The piezoelectric (PE)-piezomagnetic (PM) bi-layered structures possess superior magnetoelectric coupling effect and broad application prospects in the design of smart devices. However, due to the mismatch of material properties between two layers, the PE-PM layered composites are more sensitive to defects on the interfaces. Therefore, it is significative to investigate the interfacial crack properties of PE-PM bi-layered structures.

Considering the complexities of interfacial fracture studies under electro-magneto-mechanical coupling environment, the extended finite element method (X-FEM) will be introduced by virtue of its inherent superiorities in solving the discontinuous problems. Moreover, in order to further enhance the calculated performance of X-FEM, the crack-tip fields of an interfacial crack in PE-PM bimaterials and a crack terminating at the interface between PE-PM bimaterials are derived by analytical methods. Based on above crack-tip fields, the 24-fold and 32-fold crack-tip enrichment functions of X-FEM are presented, which are respectively suitable for the interfacial cracks and cracks terminating at interfaces. And then, the X-FEM with modified crack-tip enrichment functions will be utilized to study the static/dynamic fracture problems of interfacial cracks in PE-PM bi-layered structures, systematacially and deeply.

By the numerical examples, this paper discusses the positive influences of appropriate computational parameters, such as crack-tip enrichment functions, size of enrichment domain and mesh density, on the calculating accuracy, efficiency and stability.

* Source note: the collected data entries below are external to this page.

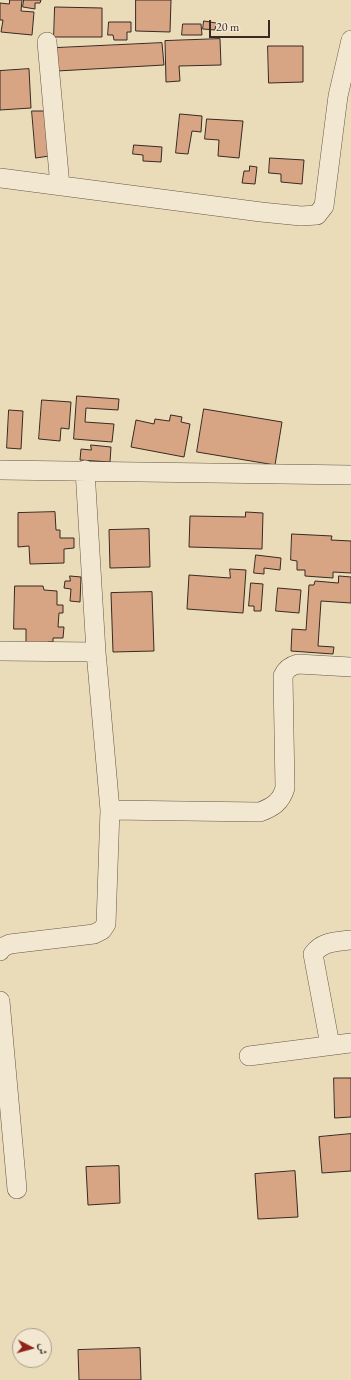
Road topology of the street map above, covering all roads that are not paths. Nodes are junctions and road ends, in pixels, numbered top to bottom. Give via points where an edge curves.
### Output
1 (351, 40) edge
2 (47, 42) dead end
3 (0, 178) edge
4 (60, 186) junction
5 (0, 470) edge
6 (85, 470) junction
7 (351, 475) edge
8 (0, 651) edge
9 (96, 652) junction
10 (351, 667) edge
11 (110, 810) junction
12 (351, 940) edge
13 (0, 951) edge
14 (0, 1002) edge
15 (351, 1043) edge
16 (330, 1045) junction
17 (249, 1056) dead end
18 (17, 1189) dead end

1 - 4 street via 338,96 324,206 317,215 261,212
2 - 4 street
3 - 4 street
5 - 6 street
6 - 7 street
6 - 9 street
8 - 9 street
9 - 11 street
10 - 11 street via 298,664 286,670 283,676 285,788 281,799 271,808 260,812
11 - 13 street via 106,924 102,930 94,934 10,944
12 - 16 street via 318,946 313,954
14 - 18 street
15 - 16 street
16 - 17 street

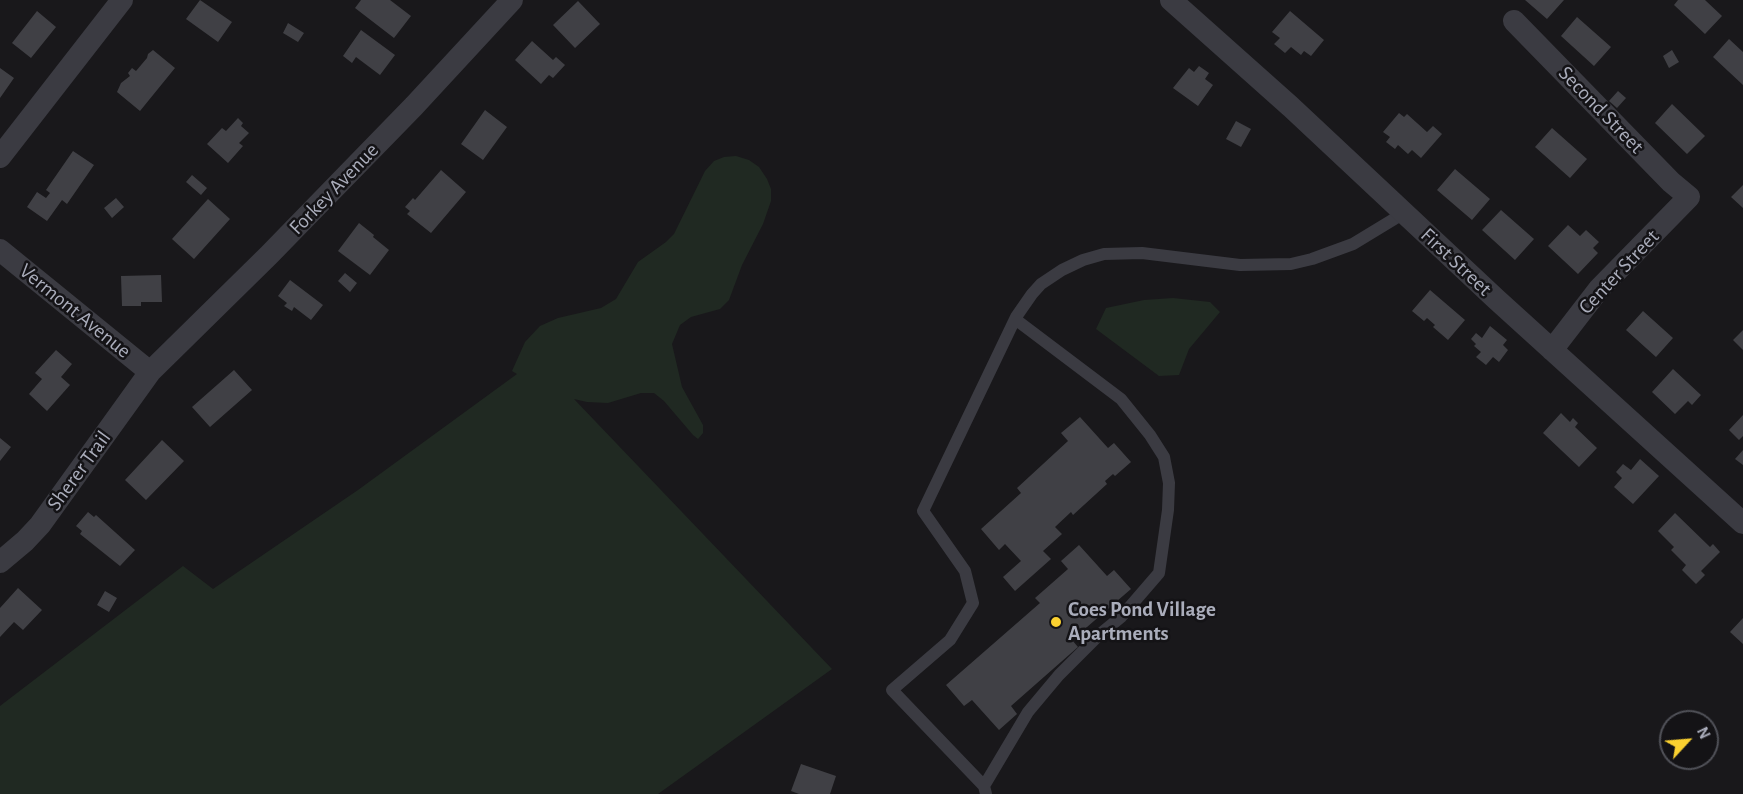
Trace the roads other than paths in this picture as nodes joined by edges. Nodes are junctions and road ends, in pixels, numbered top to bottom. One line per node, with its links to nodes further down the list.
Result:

Besides, it also analyses the effects of geometry, applied coupling loadings, material polarization, fracture toughness and the angles between crack and interface on the fracture properties of interfacial cracks in PE-PM bi-layered structures. The related investigations can not only reveal the fracture mechanism of PE-PM layered composite structures, but also improve and extend the X-FEM successfully.